◆ **Brief**
When you retype the records that follow, keep each word as it is and drop any pictures.

◆ **Data provided**
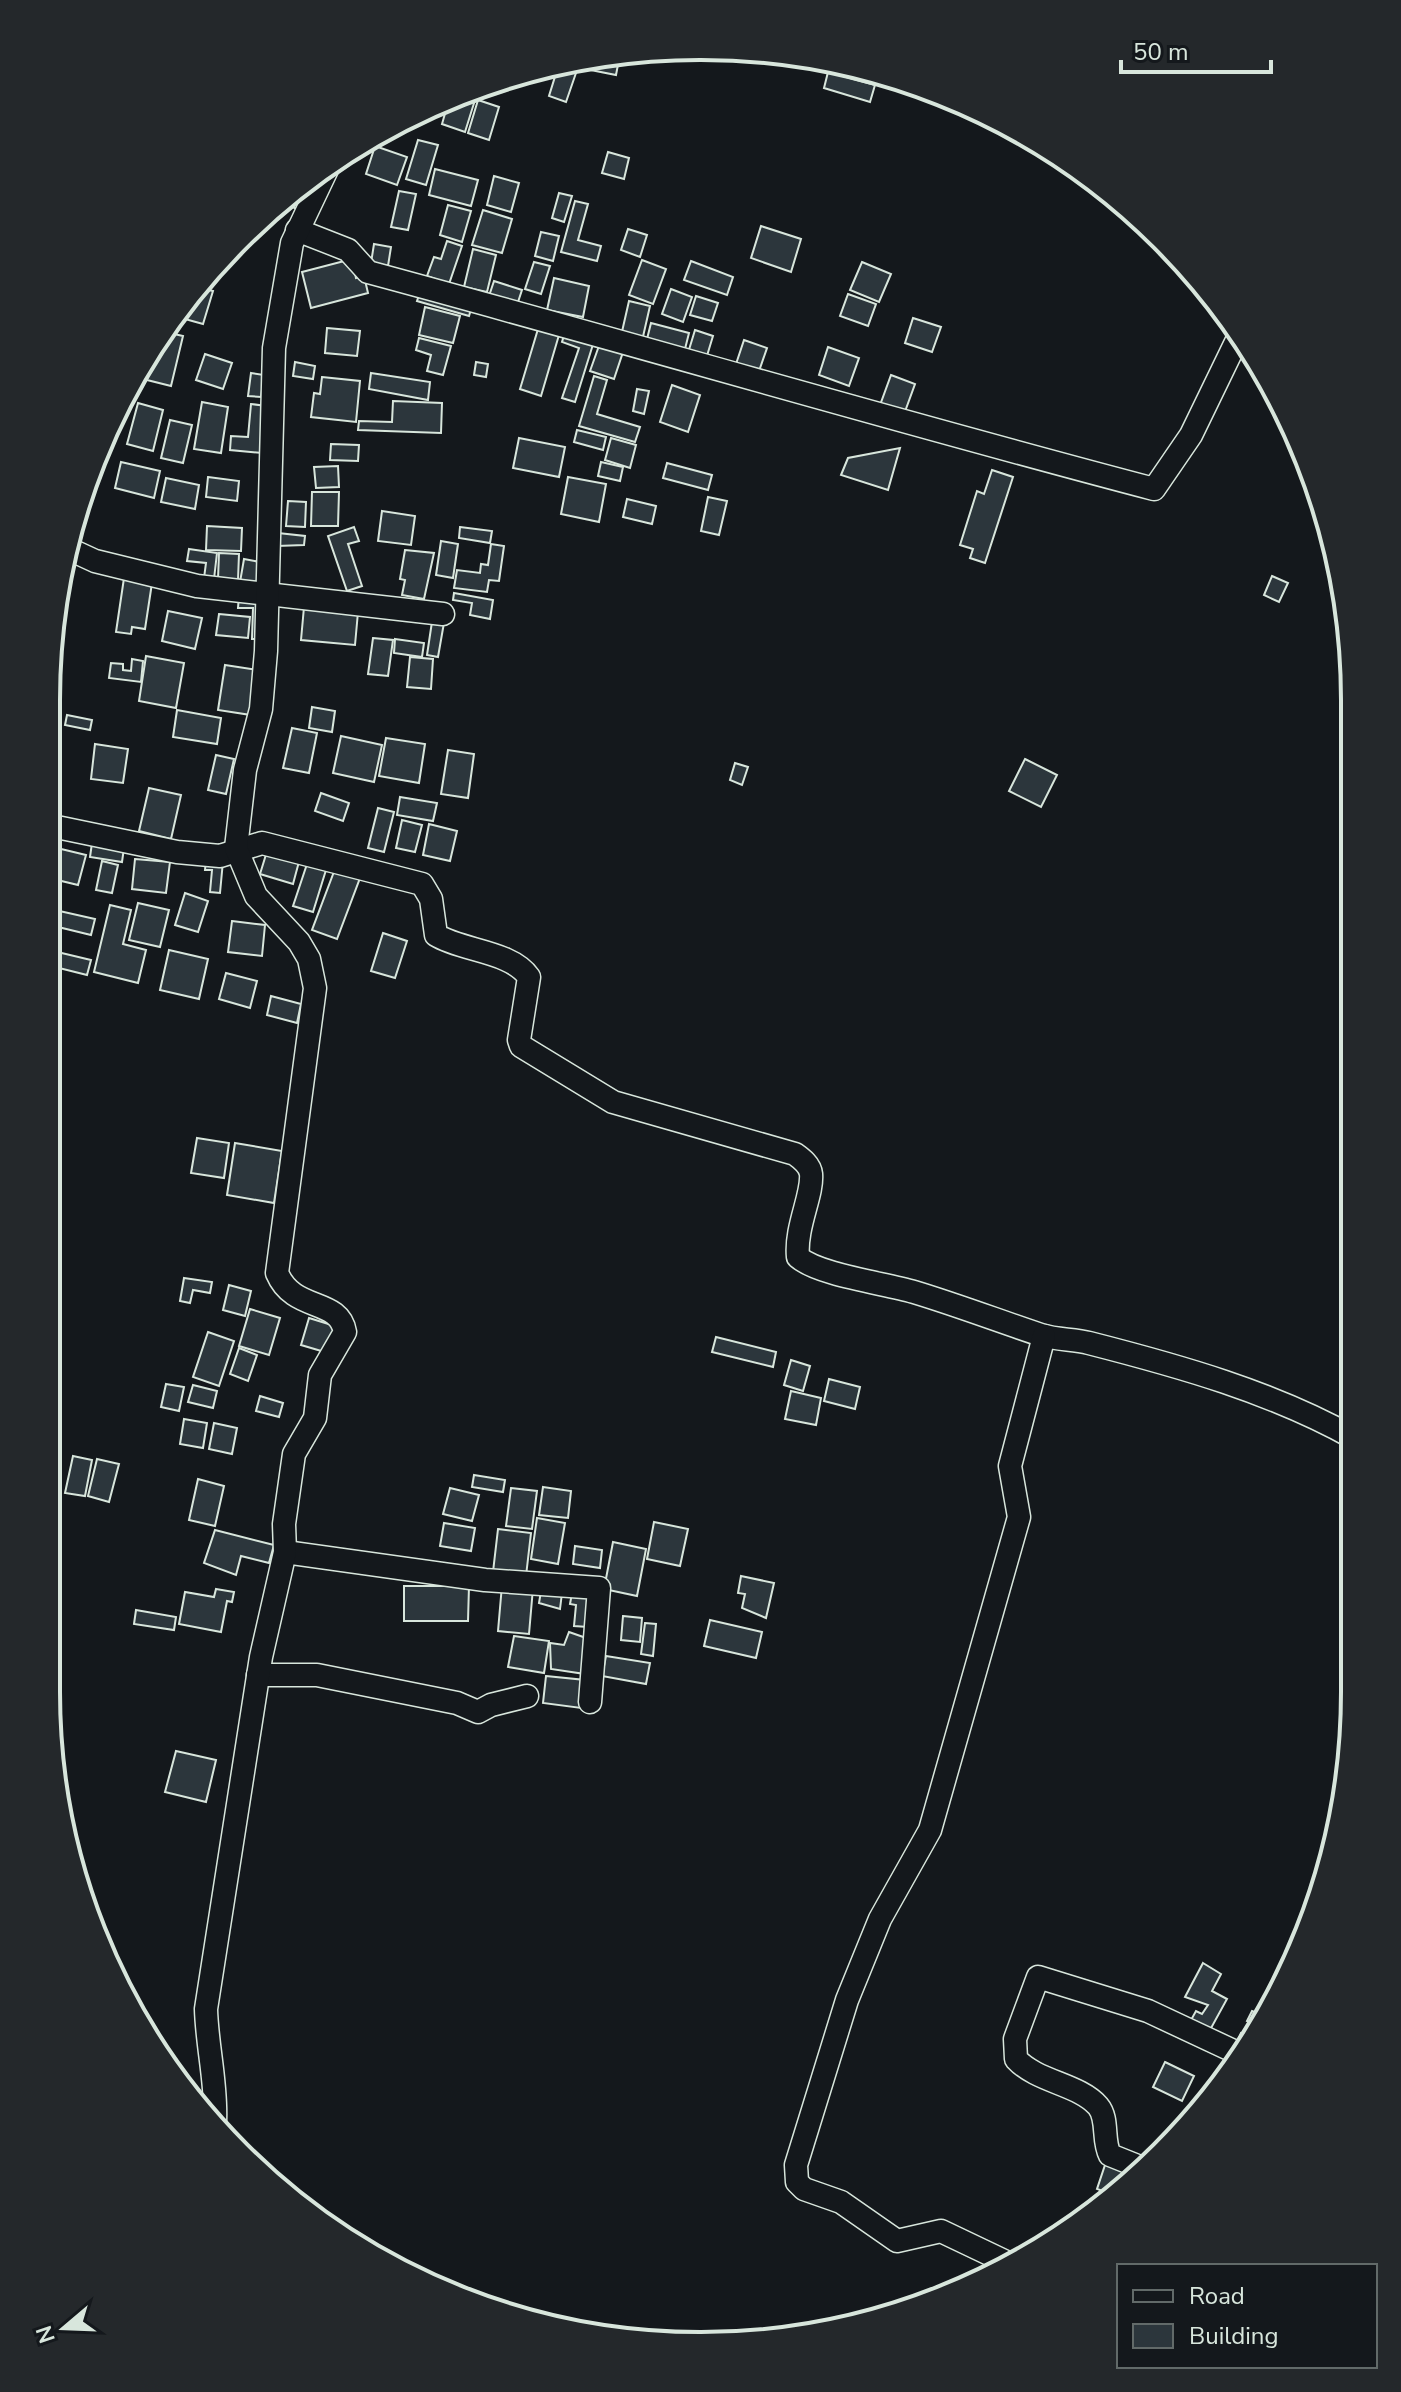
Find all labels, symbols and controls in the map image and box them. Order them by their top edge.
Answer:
scale bar [1121,24,1271,74]
text: 50 m [1133,36,1189,68]
legend [1117,2264,1377,2368]
text: Road [1189,2280,1245,2312]
north arrow [24,2288,104,2368]
text: Building [1189,2320,1279,2352]
text: N [29,2322,63,2347]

◆ **Output for this exercise**
Find all labels, symbols and controls in the map image and box them. Order them by their top edge.
Answer:
scale bar [1121,24,1271,74]
text: 50 m [1133,36,1189,68]
legend [1117,2264,1377,2368]
text: Road [1189,2280,1245,2312]
north arrow [24,2288,104,2368]
text: Building [1189,2320,1279,2352]
text: N [29,2322,63,2347]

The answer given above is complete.